Exercise directions:
Each entry below is to be given again word for word, with no pictures.

Dataset content:
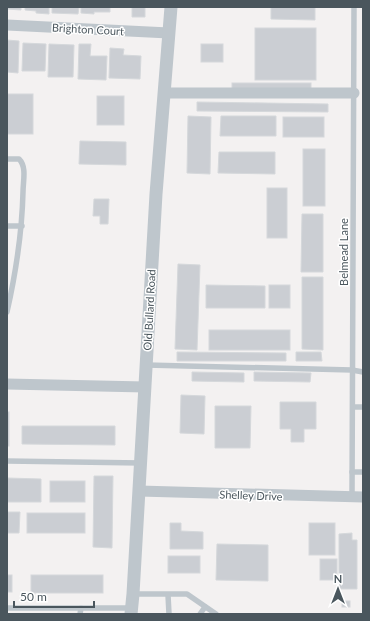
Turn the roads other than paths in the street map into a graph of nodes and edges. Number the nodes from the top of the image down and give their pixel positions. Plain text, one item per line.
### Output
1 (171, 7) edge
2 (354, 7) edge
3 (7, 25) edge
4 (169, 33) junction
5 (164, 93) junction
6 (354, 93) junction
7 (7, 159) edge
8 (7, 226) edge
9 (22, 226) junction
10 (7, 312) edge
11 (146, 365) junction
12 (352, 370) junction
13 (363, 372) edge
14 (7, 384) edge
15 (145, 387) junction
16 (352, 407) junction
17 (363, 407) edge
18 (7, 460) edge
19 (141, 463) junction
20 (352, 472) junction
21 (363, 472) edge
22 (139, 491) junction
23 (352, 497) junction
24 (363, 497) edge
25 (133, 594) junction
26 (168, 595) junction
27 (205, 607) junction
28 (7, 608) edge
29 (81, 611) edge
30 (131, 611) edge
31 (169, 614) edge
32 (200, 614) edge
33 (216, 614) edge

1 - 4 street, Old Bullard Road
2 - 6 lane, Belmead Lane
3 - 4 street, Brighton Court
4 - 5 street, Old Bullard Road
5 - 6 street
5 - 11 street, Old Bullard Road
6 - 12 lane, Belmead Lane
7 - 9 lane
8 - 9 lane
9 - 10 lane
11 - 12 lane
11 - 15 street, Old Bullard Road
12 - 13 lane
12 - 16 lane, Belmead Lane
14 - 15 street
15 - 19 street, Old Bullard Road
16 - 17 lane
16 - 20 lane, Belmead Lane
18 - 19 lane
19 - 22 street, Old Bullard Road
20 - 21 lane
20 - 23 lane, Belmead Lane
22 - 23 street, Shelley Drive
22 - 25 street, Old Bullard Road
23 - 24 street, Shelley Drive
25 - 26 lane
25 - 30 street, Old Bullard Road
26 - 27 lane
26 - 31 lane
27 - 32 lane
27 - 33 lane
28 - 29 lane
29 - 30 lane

Task solution:
Turn the roads other than paths in the street map into a graph of nodes and edges. Number the nodes from the top of the image down and give their pixel positions. Plain text, one item per line.
### Output
1 (171, 7) edge
2 (354, 7) edge
3 (7, 25) edge
4 (169, 33) junction
5 (164, 93) junction
6 (354, 93) junction
7 (7, 159) edge
8 (7, 226) edge
9 (22, 226) junction
10 (7, 312) edge
11 (146, 365) junction
12 (352, 370) junction
13 (363, 372) edge
14 (7, 384) edge
15 (145, 387) junction
16 (352, 407) junction
17 (363, 407) edge
18 (7, 460) edge
19 (141, 463) junction
20 (352, 472) junction
21 (363, 472) edge
22 (139, 491) junction
23 (352, 497) junction
24 (363, 497) edge
25 (133, 594) junction
26 (168, 595) junction
27 (205, 607) junction
28 (7, 608) edge
29 (81, 611) edge
30 (131, 611) edge
31 (169, 614) edge
32 (200, 614) edge
33 (216, 614) edge

1 - 4 street, Old Bullard Road
2 - 6 lane, Belmead Lane
3 - 4 street, Brighton Court
4 - 5 street, Old Bullard Road
5 - 6 street
5 - 11 street, Old Bullard Road
6 - 12 lane, Belmead Lane
7 - 9 lane
8 - 9 lane
9 - 10 lane
11 - 12 lane
11 - 15 street, Old Bullard Road
12 - 13 lane
12 - 16 lane, Belmead Lane
14 - 15 street
15 - 19 street, Old Bullard Road
16 - 17 lane
16 - 20 lane, Belmead Lane
18 - 19 lane
19 - 22 street, Old Bullard Road
20 - 21 lane
20 - 23 lane, Belmead Lane
22 - 23 street, Shelley Drive
22 - 25 street, Old Bullard Road
23 - 24 street, Shelley Drive
25 - 26 lane
25 - 30 street, Old Bullard Road
26 - 27 lane
26 - 31 lane
27 - 32 lane
27 - 33 lane
28 - 29 lane
29 - 30 lane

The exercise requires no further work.